Smoke billowed in the sky as a roaring blaze swallowed sophomore Jordan Vermeer’s car before his very eyes on Saturday, April 30, in the parking lot known to Northwestern College students as “Hell.”
“Huge flames and black smoke were coming out of Hell,” NW senior Blake Norris said, who witnessed the inferno with Vermeer. “There were spinning plumes.”
When smoke first rose from under Vermeer’s hood as he revved his engine to jumpstart Norris’s car, he was unalarmed, thinking the smoke was exhaust.
“His car had something disconnected in the exhaust system, and sometimes exhaust came out the hood. So when he first saw smoke coming out the front of his car, it wasn’t a big deal,” Norris said.
When Vermeer opened his hood, the small fire in his engine took him by surprise. After making a joke, Vermeer realized he didn’t know how to extinguish the flame.
“There was this moment when we looked at each other and looked at the fire. We didn’t know what to do, but there was this sense of urgency,” he said.
Norris tried to smother the flames with a winter coat taken from his car, and Vermeer got a fire extinguisher at a nearby house. Neither attempt to stifle the fire succeeded.
“After we tried to put it out with a fire extinguisher, we knew there was nothing we could do about it,” said Norris. “So we decided we would just enjoy watching it burn.”

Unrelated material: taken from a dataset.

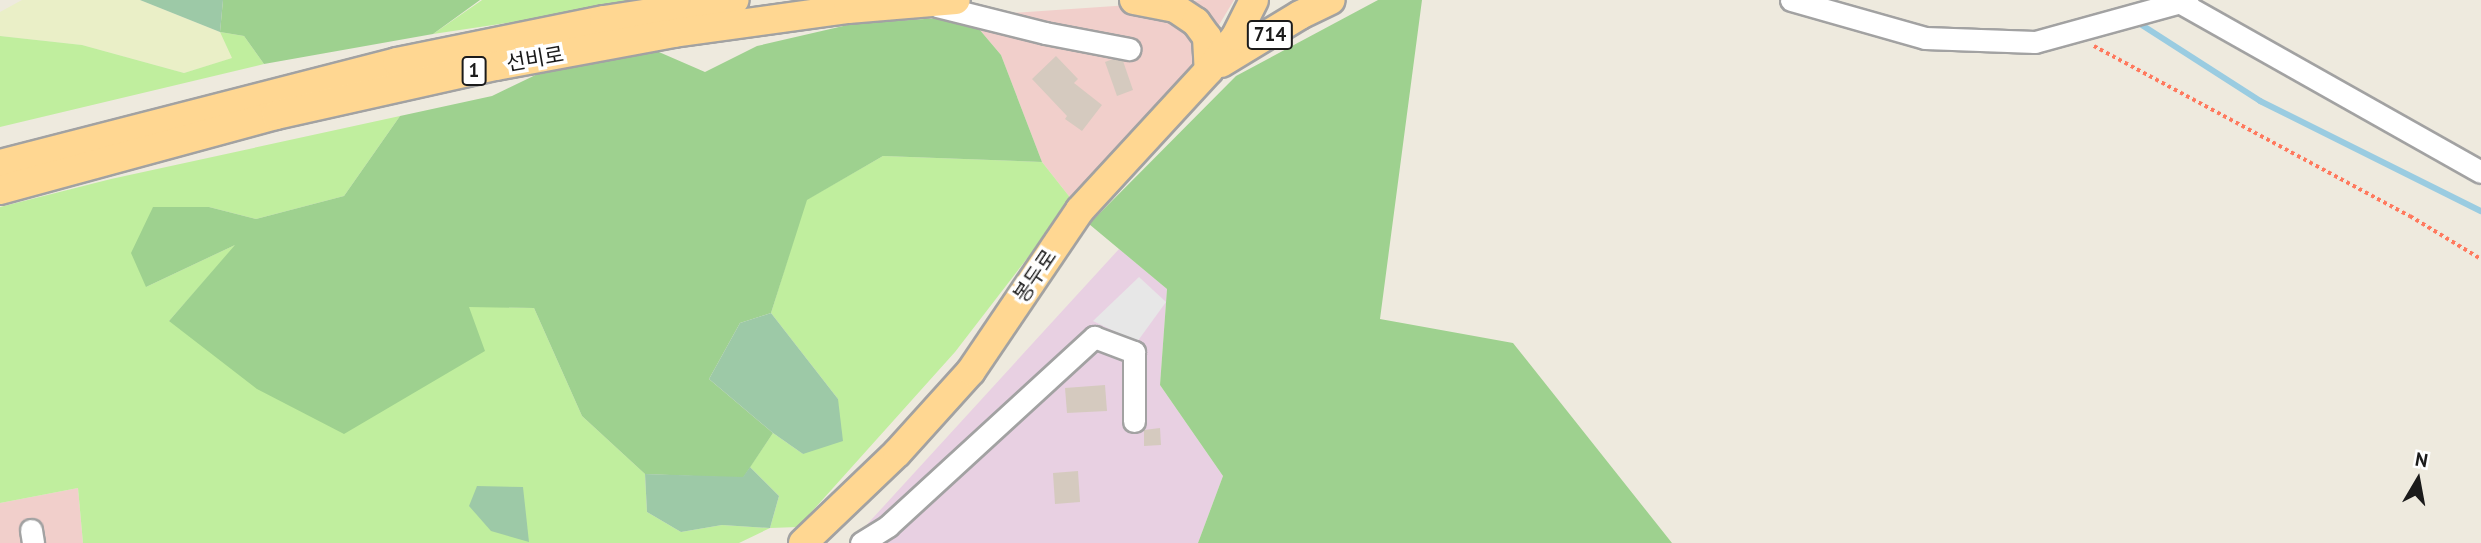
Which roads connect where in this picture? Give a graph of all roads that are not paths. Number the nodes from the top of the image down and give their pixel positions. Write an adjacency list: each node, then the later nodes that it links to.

Vermeer retrieved valuables inside his car and backed away with Norris, then called the police.
“First we stood about 20 feet away; then we backed up another 20 feet, and then another 20 feet,” Vermeer said. “The fire was getting bigger and bigger and bigger.”
Across Orange City, volunteer firefighters such as NW English professor Ann Lundberg received an alert on their pagers and rushed to the fire station. Aboard a fire engine, firefighters coordinated their plan of action and put on their full gear, procedures they usually wait to perform until their arrival so they can assess the situation. For vehicle fires, however, they complete all preparations en route because burning cars must be extinguished as quickly as possible.
“Cars burn really, really fast and really, really hot,” Lundberg said. “We needed to get water on it quickly.”
Police arrived within five minutes of Vermeer’s call, and firefighters arrived shortly after.
“When they got there, there were six-foot-high flames coming out the sides,” Vermeer said.
Focused on the raging fire before her, Lundberg hardly noticed the crowd that had gathered. Lundberg and other firefighters carefully approached the car from a 45-degree angle, aware that shock absorbers can explode out the direct front and back of a burning vehicle.
“I recall them being pretty light-footed about it. They approached slowly,” Norris said.
After reducing the flames with water, firefighters used a tool to pry open the hood and expose the heart of the fire, the most effective target for their hoses.
“You whack it into the front corner of the hood and open it like a can,” Lundberg said.
Firefighters extinguished the blaze according to plan, and Lundberg said the incident was a routine vehicle fire. No injuries were sustained. Flames blown by strong winds melted the rear fender of another student’s vehicle, but it did not catch fire.
“A cop joked that this was probably the first time in 10 years that the fire department had come to NW and something was really happening,” said Vermeer.
A charred parking space was left behind when the car’s remnant was towed away.
“It was just a shell. There was nothing left but metal, and even some of that had started to melt away. There was hardly anything left,” Norris said.
Vermeer and Norris believe the fire started because the vehicle’s fuel line ignited when abundant exhaust overheated the engine. Police did not determine the cause of the fire at the scene, but they agreed that Vermeer and Norris’ hypothesis was plausible.
Both Vermeer and Norris remain in good humor, amused by the experience.
“At first, it was kind of nerve-wracking and stressful, but then it was kind of cool,” said Norris.
On average, the Orange City Fire Department puts out two or three vehicle fires annually, excluding car wrecks.
Lundberg said drivers can reduce the risk of vehicle fires by keeping their cars in good working order and getting regular tune-ups.
Vermeer does not plan on purchasing another car in the near future because he owns a motorcycle.